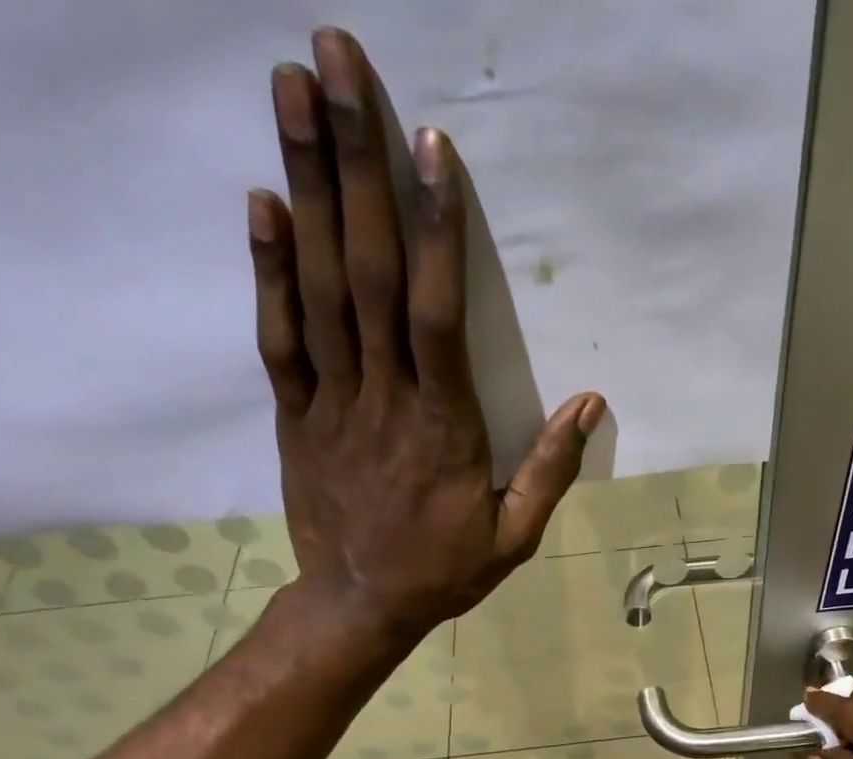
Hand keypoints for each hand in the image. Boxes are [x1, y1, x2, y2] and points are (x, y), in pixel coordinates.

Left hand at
---
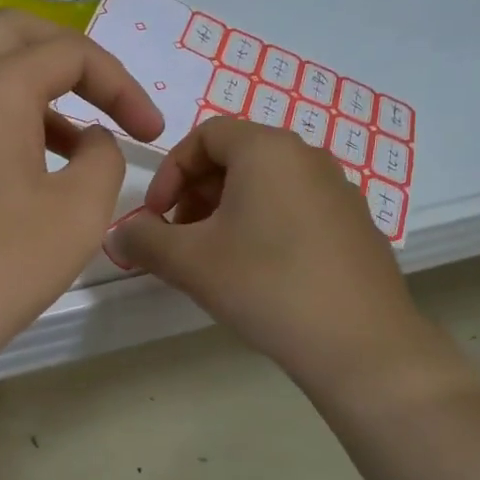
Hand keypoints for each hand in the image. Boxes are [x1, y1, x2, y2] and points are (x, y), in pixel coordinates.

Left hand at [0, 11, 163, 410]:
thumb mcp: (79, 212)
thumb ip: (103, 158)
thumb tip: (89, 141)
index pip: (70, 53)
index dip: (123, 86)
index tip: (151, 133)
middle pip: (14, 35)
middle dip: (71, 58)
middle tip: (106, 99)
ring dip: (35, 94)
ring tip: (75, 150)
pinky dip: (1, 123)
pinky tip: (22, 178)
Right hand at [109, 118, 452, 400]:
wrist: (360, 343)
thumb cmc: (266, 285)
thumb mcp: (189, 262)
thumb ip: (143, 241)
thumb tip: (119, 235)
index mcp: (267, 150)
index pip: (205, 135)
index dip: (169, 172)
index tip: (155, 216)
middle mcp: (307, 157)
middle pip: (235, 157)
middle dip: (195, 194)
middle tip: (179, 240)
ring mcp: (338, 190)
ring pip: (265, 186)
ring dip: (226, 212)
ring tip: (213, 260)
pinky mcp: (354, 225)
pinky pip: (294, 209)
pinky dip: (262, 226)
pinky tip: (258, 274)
* * *
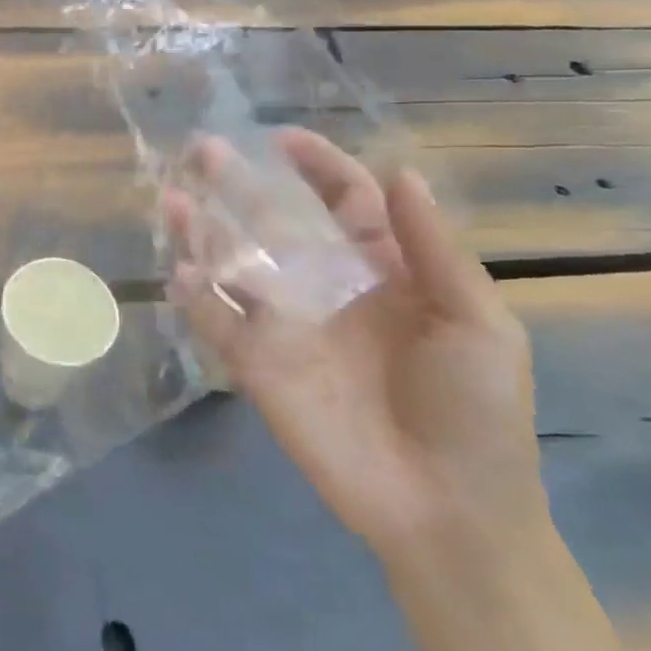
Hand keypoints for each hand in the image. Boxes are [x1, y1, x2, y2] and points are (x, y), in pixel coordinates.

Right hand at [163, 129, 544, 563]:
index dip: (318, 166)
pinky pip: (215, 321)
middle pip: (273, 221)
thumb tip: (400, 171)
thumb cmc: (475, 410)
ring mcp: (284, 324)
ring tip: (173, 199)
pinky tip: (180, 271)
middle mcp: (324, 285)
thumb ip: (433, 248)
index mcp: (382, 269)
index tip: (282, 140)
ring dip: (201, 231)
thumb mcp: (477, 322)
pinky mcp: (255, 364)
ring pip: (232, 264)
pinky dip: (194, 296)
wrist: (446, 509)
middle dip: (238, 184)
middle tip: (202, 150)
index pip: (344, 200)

- _WHAT IS REQUIRED_
From the material above, set down exactly the lines starting at the one with "index mcp: (382, 269)" and ending at the one with "index pip: (344, 200)", end lines included.

- _ANSWER BOX_
index mcp: (382, 269)
index tip: (282, 140)
ring dip: (201, 231)
thumb mcp: (477, 322)
pinky mcp: (255, 364)
ring pip: (232, 264)
pinky dip: (194, 296)
wrist: (446, 509)
middle dip: (238, 184)
middle tip: (202, 150)
index pip: (344, 200)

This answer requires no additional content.